How to Tack a Cruising Catamaran
10 Steps
Tacking a cruising catamaran is a different from tacking a monohull, and treating the two the same is how you end up stalled head to wind, drifting backwards with the sails flogging. A monohull carries a ballasted keel through the turn: it grips the water, stores momentum, and forgives a lazy helm. A catamaran has two slim hulls, more windage, and less lateral grip. It rewards preparation and speed, and it punishes hesitation.

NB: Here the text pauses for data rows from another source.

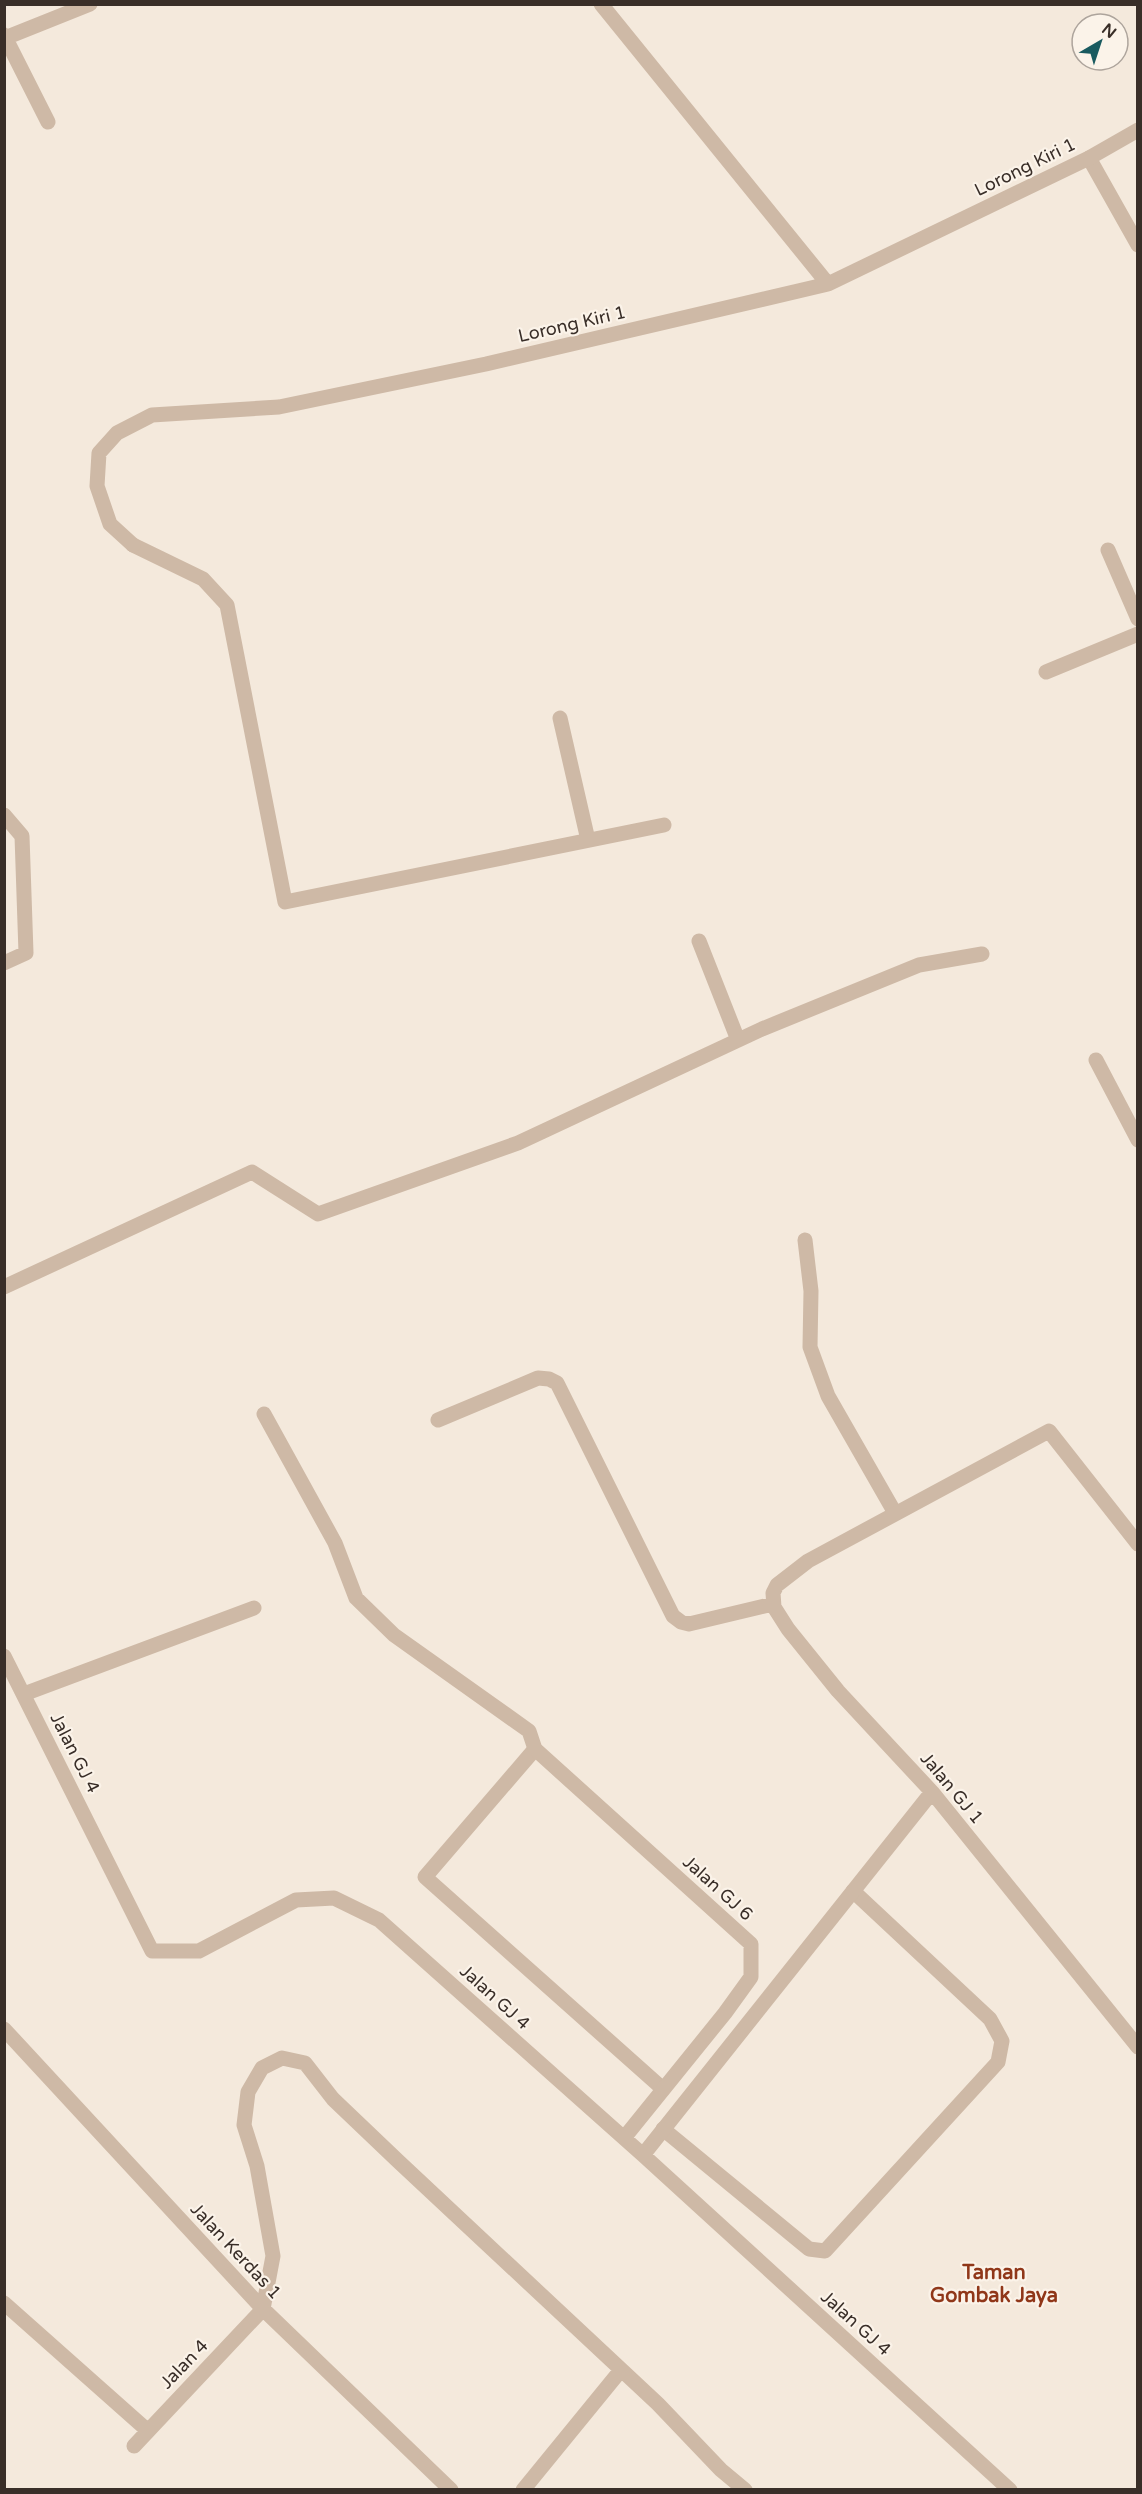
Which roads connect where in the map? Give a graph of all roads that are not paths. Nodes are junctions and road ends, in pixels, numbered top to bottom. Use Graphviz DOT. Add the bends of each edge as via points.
graph roads {
  1 [pos="90,4"];
  2 [pos="601,4"];
  3 [pos="5,37"];
  4 [pos="48,122"];
  5 [pos="1137,130"];
  6 [pos="1089,158"];
  7 [pos="1137,245"];
  8 [pos="828,284"];
  9 [pos="1108,550"];
  10 [pos="1137,619"];
  11 [pos="1137,634"];
  12 [pos="1046,672"];
  13 [pos="560,718"];
  14 [pos="4,815"];
  15 [pos="664,825"];
  16 [pos="588,840"];
  17 [pos="699,941"];
  18 [pos="982,954"];
  19 [pos="4,963"];
  20 [pos="738,1040"];
  21 [pos="1096,1060"];
  22 [pos="1137,1140"];
  23 [pos="804,1240"];
  24 [pos="4,1287"];
  25 [pos="264,1414"];
  26 [pos="438,1420"];
  27 [pos="895,1513"];
  28 [pos="1137,1544"];
  29 [pos="774,1604"];
  30 [pos="254,1608"];
  31 [pos="4,1656"];
  32 [pos="24,1694"];
  33 [pos="535,1749"];
  34 [pos="932,1792"];
  35 [pos="853,1892"];
  36 [pos="4,2029"];
  37 [pos="1137,2047"];
  38 [pos="663,2089"];
  39 [pos="663,2129"];
  40 [pos="624,2138"];
  41 [pos="643,2155"];
  42 [pos="4,2303"];
  43 [pos="263,2309"];
  44 [pos="621,2370"];
  45 [pos="147,2430"];
  46 [pos="134,2446"];
  47 [pos="451,2490"];
  48 [pos="523,2490"];
  49 [pos="745,2490"];
  50 [pos="1010,2490"];
  1 -- 3 [label="street"];
  2 -- 8 [label="street"];
  3 -- 4 [label="street"];
  5 -- 6 [label="street, Lorong Kiri 1"];
  6 -- 7 [label="street"];
  6 -- 8 [label="street, Lorong Kiri 1"];
  8 -- 16 [label="street, Lorong Kiri 1" via="486,364 279,407 152,415 117,433 99,453 97,486 110,524 133,545 203,579 227,605 285,902"];
  9 -- 10 [label="street"];
  11 -- 12 [label="street"];
  13 -- 16 [label="street"];
  14 -- 19 [label="street" via="22,836 26,953"];
  15 -- 16 [label="street"];
  17 -- 20 [label="street"];
  18 -- 20 [label="street" via="919,965"];
  20 -- 24 [label="street" via="518,1143 318,1214 252,1172"];
  21 -- 22 [label="street"];
  23 -- 27 [label="street" via="811,1291 810,1347 828,1396"];
  25 -- 33 [label="street, Jalan GJ 6" via="335,1543 356,1598 394,1635 529,1731"];
  26 -- 29 [label="street" via="538,1378 557,1383 673,1616 689,1624"];
  27 -- 28 [label="street" via="1049,1431"];
  27 -- 29 [label="street" via="808,1561 777,1585"];
  29 -- 34 [label="street, Jalan GJ 1" via="788,1629 838,1691"];
  30 -- 32 [label="street"];
  31 -- 32 [label="street, Jalan GJ 4"];
  32 -- 40 [label="street, Jalan GJ 4" via="152,1951 199,1951 296,1900 334,1898 379,1920"];
  33 -- 38 [label="street, Jalan GJ 6" via="752,1944 751,1977"];
  33 -- 38 [label="street" via="425,1877"];
  34 -- 35 [label="street"];
  34 -- 37 [label="street, Jalan GJ 1"];
  35 -- 39 [label="street"];
  35 -- 39 [label="street" via="990,2019 1002,2041 998,2062 825,2251 809,2249"];
  36 -- 43 [label="street, Jalan Kerdas 1"];
  38 -- 40 [label="street, Jalan GJ 6"];
  39 -- 41 [label="street"];
  40 -- 41 [label="street, Jalan GJ 4"];
  41 -- 50 [label="street, Jalan GJ 4"];
  42 -- 45 [label="street"];
  43 -- 44 [label="street" via="273,2256 257,2166 244,2125 248,2092 262,2068 282,2058 305,2063 333,2099"];
  43 -- 45 [label="street, Jalan 4"];
  43 -- 47 [label="street, Jalan Kerdas 1"];
  44 -- 48 [label="street"];
  44 -- 49 [label="street"];
  45 -- 46 [label="street, Jalan 4"];
}
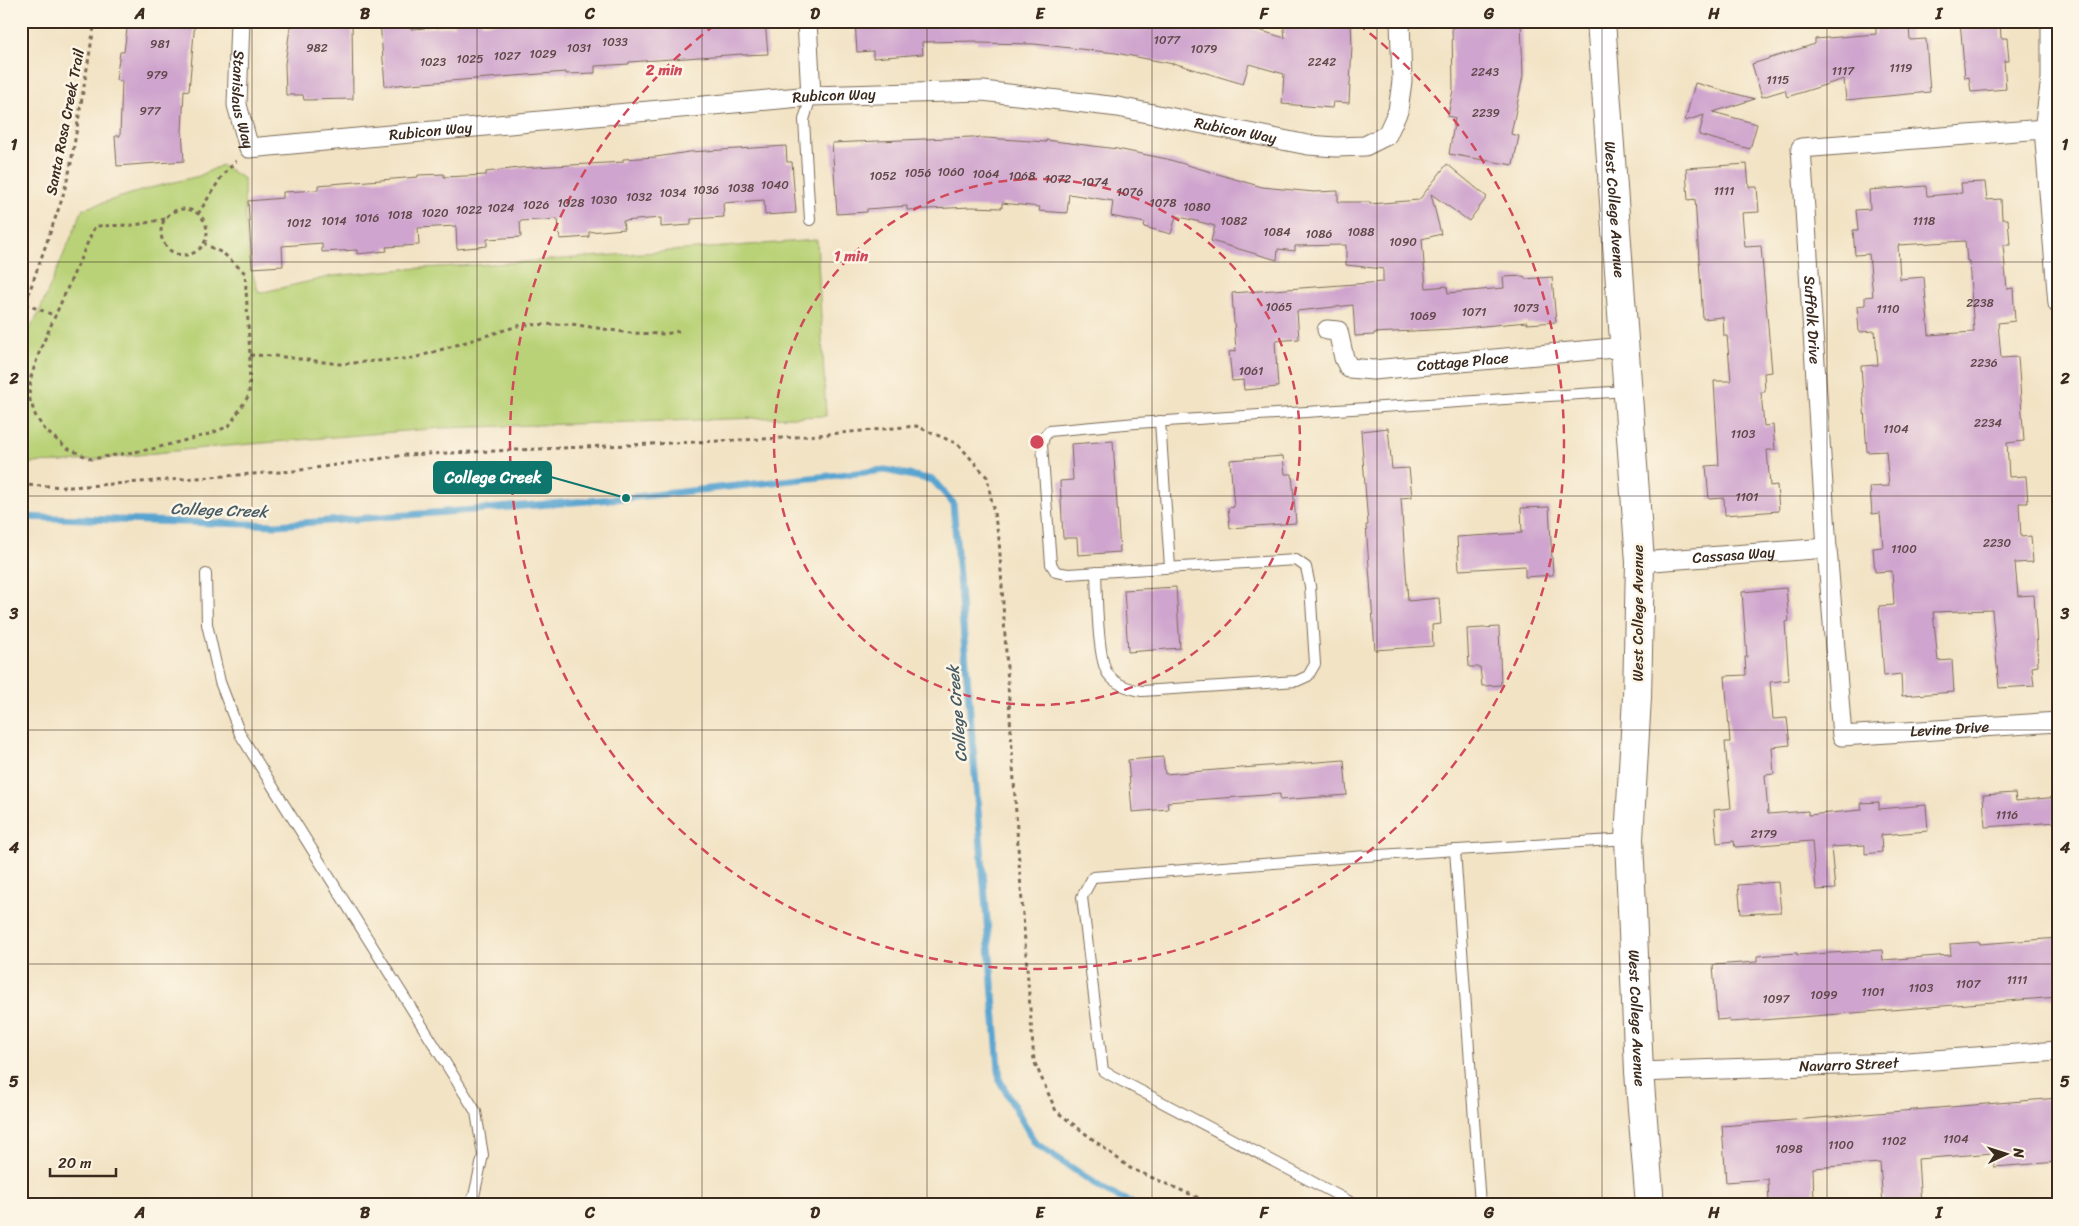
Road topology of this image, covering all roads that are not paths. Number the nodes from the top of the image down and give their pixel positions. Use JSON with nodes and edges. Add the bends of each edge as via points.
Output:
{"nodes":[{"id":1,"x":240,"y":21,"type":"edge"},
{"id":2,"x":806,"y":21,"type":"edge"},
{"id":3,"x":1400,"y":21,"type":"edge"},
{"id":4,"x":1601,"y":21,"type":"edge"},
{"id":5,"x":2051,"y":21,"type":"edge"},
{"id":6,"x":811,"y":96,"type":"junction"},
{"id":7,"x":2044,"y":129,"type":"junction"},
{"id":8,"x":277,"y":146,"type":"joint"},
{"id":9,"x":810,"y":220,"type":"dead end"},
{"id":10,"x":2058,"y":304,"type":"edge"},
{"id":11,"x":1327,"y":330,"type":"dead end"},
{"id":12,"x":1625,"y":347,"type":"junction"},
{"id":13,"x":1628,"y":391,"type":"junction"},
{"id":14,"x":1160,"y":421,"type":"junction"},
{"id":15,"x":1827,"y":548,"type":"junction"},
{"id":16,"x":1640,"y":562,"type":"junction"},
{"id":17,"x":1170,"y":567,"type":"junction"},
{"id":18,"x":1096,"y":572,"type":"junction"},
{"id":19,"x":206,"y":574,"type":"dead end"},
{"id":20,"x":2058,"y":722,"type":"edge"},
{"id":21,"x":1842,"y":736,"type":"joint"},
{"id":22,"x":1629,"y":839,"type":"junction"},
{"id":23,"x":1455,"y":850,"type":"junction"},
{"id":24,"x":2058,"y":1050,"type":"edge"},
{"id":25,"x":1640,"y":1072,"type":"junction"},
{"id":26,"x":469,"y":1205,"type":"edge"},
{"id":27,"x":1356,"y":1205,"type":"edge"},
{"id":28,"x":1480,"y":1205,"type":"edge"},
{"id":29,"x":1650,"y":1205,"type":"edge"}],
"edges":[{"from":1,"to":8,"type":"street","name":"Stanislaus Way","via":[[237,105],[249,148]]},
{"from":2,"to":6,"type":"street"},
{"from":3,"to":6,"type":"street","name":"Rubicon Way","via":[[1402,81],[1398,111],[1387,135],[1365,146],[1308,145],[1118,107],[983,91]]},
{"from":4,"to":12,"type":"main road","name":"West College Avenue"},
{"from":5,"to":7,"type":"street","via":[[2051,79]]},
{"from":6,"to":8,"type":"street","name":"Rubicon Way"},
{"from":6,"to":9,"type":"lane","via":[[804,120]]},
{"from":7,"to":10,"type":"street"},
{"from":7,"to":15,"type":"street","name":"Suffolk Drive","via":[[1801,148]]},
{"from":11,"to":12,"type":"street","name":"Cottage Place","via":[[1338,331],[1349,368],[1373,370]]},
{"from":12,"to":13,"type":"main road","name":"West College Avenue"},
{"from":13,"to":14,"type":"lane"},
{"from":13,"to":16,"type":"main road","name":"West College Avenue"},
{"from":14,"to":17,"type":"lane"},
{"from":14,"to":18,"type":"lane","via":[[1049,431],[1044,437],[1051,564],[1056,572]]},
{"from":15,"to":16,"type":"street","name":"Cassasa Way"},
{"from":15,"to":21,"type":"street","name":"Suffolk Drive"},
{"from":16,"to":22,"type":"main road","name":"West College Avenue"},
{"from":17,"to":18,"type":"lane"},
{"from":17,"to":18,"type":"lane","via":[[1296,560],[1306,567],[1315,664],[1308,676],[1297,681],[1142,691],[1128,688],[1107,674],[1102,659]]},
{"from":19,"to":26,"type":"lane","via":[[207,624],[220,682],[240,734],[476,1112],[483,1156]]},
{"from":20,"to":21,"type":"street","name":"Levine Drive"},
{"from":22,"to":23,"type":"lane"},
{"from":22,"to":25,"type":"main road","name":"West College Avenue"},
{"from":23,"to":27,"type":"lane","via":[[1093,877],[1082,897],[1103,1072]]},
{"from":23,"to":28,"type":"lane"},
{"from":24,"to":25,"type":"street","name":"Navarro Street","via":[[1894,1063]]},
{"from":25,"to":29,"type":"main road","name":"West College Avenue"}]}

The good news is that a well executed cat tack can be smooth, fast, and undramatic. It comes down to ten steps. Save the accompanying diagrams , keep this page bookmarked at the helm, and run the sequence the same way every time until it becomes routine.
- Steer close to the wind
Settle the boat at 50 to 55 degrees to the true wind, sails sheeted in. Know your boat’s best close hauled angle before you need it: most cruising cats live in this range, and pinching higher only bleeds off the speed you are about to depend on.
- Centre the traveller
Bring the boom onto the centreline and sheet in. Centred, the main crosses a short distance, loads up gently, and is already trimmed to drive you out the other side.
- Pick your new course
You will turn roughly 110 degrees through the wind. Set the new heading on the plotter or autopilot, then back it up by eye: a cloud, a headland, another boat. A visual mark lets you steer one deliberate arc instead of chasing the wind instrument around the dial.
- Power up
Bear away 5 degrees to 60 degrees off the wind and let the boat accelerate. Speed is stored energy, and it is the single biggest factor in whether the bows carry through the wind or park halfway. Ten seconds of increased speecd before the turn can buy you the whole manoeuvre.
- Call the tack
Confirm the crew is ready: lazy genoa sheet loaded on the winch, working sheet ready to run, nobody standing in the mainsheet’s path. Then call it clearly. Going about, helms a-lee. On a quiet boat this feels like theatre. In 20 knots it is key to a smooth tack. If you have a self tacker, just focus on the turn you are about to do.
- Turn in one smooth arc
Put the helm over with intent and hold a constant rate through the turn. Too slow and drag eats your speed before the bows are through; too violent and the rudders act as brakes. Time the turn for a flat spot, because a wall of chop taken head on will slow your momentum.
- Back the genoa
Hold the old genoa sheet as the headsail comes aback. The backed sail levers the bows through the wind, which is exactly the push a cat needs in light air, leftover swell, or with a full batten main that is slow to fill. Release once you are about 30 degrees onto the new tack, no earlier. Ignore this if you have a self-tacking jib of course, just concentrate on the helming!
- Swap the sheets
Cast the old genoa sheet off cleanly, check it runs without a wrap, and grind on with the new one. If you sail with a self tacking jib, this step handles itself, which is precisely why the setup is so popular on shorthanded cats.
- Exit low, then climb
Come out of the turn at around 60 degrees to the wind rather than pointing straight back up. The extra angle reloads the apparent wind and rebuilds speed quickly. Once the boat is moving properly, trim the traveller and sheets and work back up to your close hauled course.
- Thank the team
If you sail with one, say so out loud. Tidy the lazy sheet, settle on the new course, and give the traveller and sheets a final trim. A quick word about anything that snagged now saves the same snag next time.
If it goes wrong
Everyone stalls a tack eventually. If you end up in irons, keep the genoa backed and reverse the helm as the boat gathers sternway: the bows will fall away onto one tack or the other, and you can sheet on and start again with more speed. No drama, just a second attempt.